Alan Carr - Live Review

Alan Carr: Spexy Beast

He may have a reputed £2million-a-year deal with Channel 4, a weekly Radio 2 show, and be playing to 2,000 people a night at £30 a head, but Alan Carr is just like you.

That this camp ‘chatty man’ shrieking in outrage at every minor irritation, has the common touch is undeniable, but his first stand-up tour in four years, though entertaining, frequently felt too much like a gossip than a show.

Stories about walking to the bus stop in the rough area of North London where he lives might be over-gilding the Everyman persona; but at heart he inherently has the same lower-middle class concerns he had when he worked in a Barclaycard call centre. It reflects the life his audience has: shitty beach holidays, dreary office rituals, undemanding TV programmes….

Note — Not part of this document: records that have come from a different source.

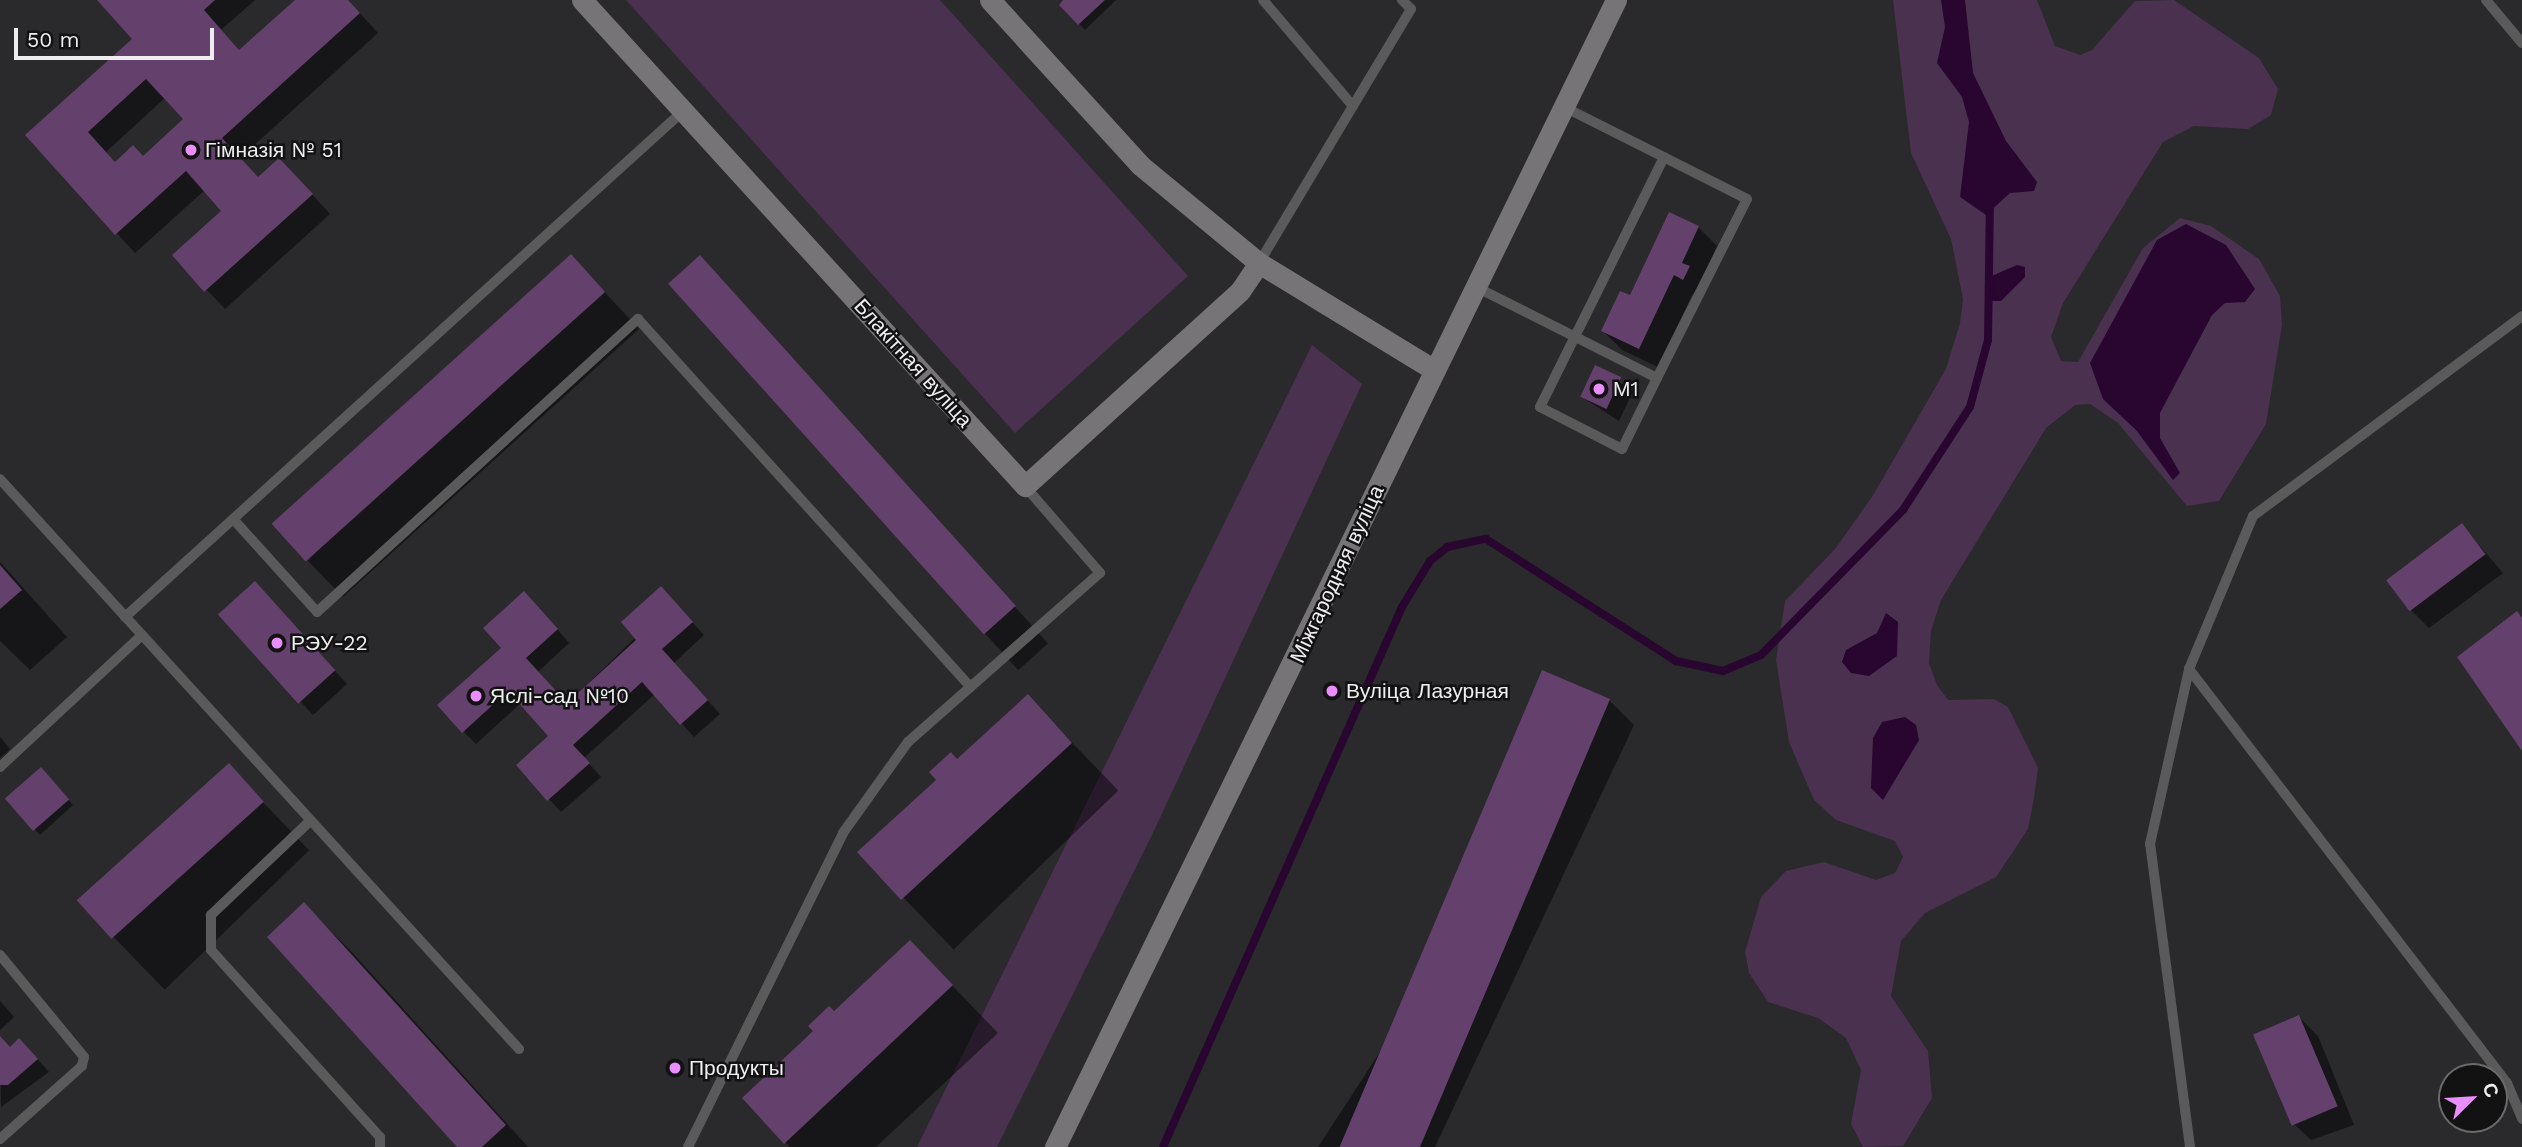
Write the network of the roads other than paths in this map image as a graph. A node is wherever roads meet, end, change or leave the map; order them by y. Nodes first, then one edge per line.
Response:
1 (582, 0) edge
2 (990, 0) edge
3 (1263, 0) edge
4 (1402, 0) edge
5 (1615, 0) edge
6 (2486, 0) edge
7 (2522, 43) edge
8 (1353, 106) junction
9 (1564, 107) junction
10 (683, 111) junction
11 (1664, 158) junction
12 (1259, 263) junction
13 (1478, 288) junction
14 (2522, 316) edge
15 (1575, 337) junction
16 (1434, 370) junction
17 (1657, 378) junction
18 (0, 479) edge
19 (1025, 486) junction
20 (233, 520) junction
21 (125, 617) junction
22 (142, 635) junction
23 (2189, 669) junction
24 (970, 687) junction
25 (0, 767) edge
26 (310, 821) junction
27 (0, 955) edge
28 (519, 1049) dead end
29 (2522, 1119) edge
30 (0, 1139) edge
31 (380, 1147) edge
32 (688, 1147) edge
33 (1055, 1147) edge
34 (2190, 1147) edge

1 - 10 street, Блакітная вуліца
2 - 12 street
3 - 8 lane
4 - 8 lane
5 - 9 street, Міжгародняя вуліца
6 - 7 lane
8 - 12 lane
9 - 11 lane
9 - 13 street, Міжгародняя вуліца
10 - 19 street, Блакітная вуліца
10 - 20 lane
11 - 15 lane
11 - 17 lane
12 - 16 street
12 - 19 street
13 - 15 lane
13 - 16 street, Міжгародняя вуліца
14 - 23 lane
15 - 17 lane
15 - 17 lane
16 - 33 street, Міжгародняя вуліца
18 - 21 lane
19 - 24 lane
20 - 21 lane
20 - 24 lane
21 - 22 lane
22 - 25 lane
22 - 26 lane
23 - 29 lane
23 - 34 lane
24 - 32 lane
26 - 28 lane
26 - 31 lane
27 - 30 lane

That connection, in concert with his supremely warm and likable presence,  gives him the latitude not to have go into things in much depth. As he joins the legion of comedians moaning about automatic supermarket check-outs, he only has to say yelp indignantly: ‘Unexpected item in the bagging area’ to get a laugh.

It makes for an often underwritten show, ticking off such obvious ideas such as Baby On Board stickers, budget airlines or vajazzling and never developing them to any great extent. From the get-go Carr accepts there will be lulls, likening his performance to Cher Lloyd on X Factor – identifying with his demographic again – with enjoyable melodies ruined by ear-grating raps.

He’s stronger, though, when talking about himself, which was more of a theme in the superior Tooth Fairy tour than here. It used to be that comedians always said they started making people laugh to avoid the school bully, and Carr, still with bad teeth and thick-rimmed specs, definitely carries that vulnerable demeanour to this day.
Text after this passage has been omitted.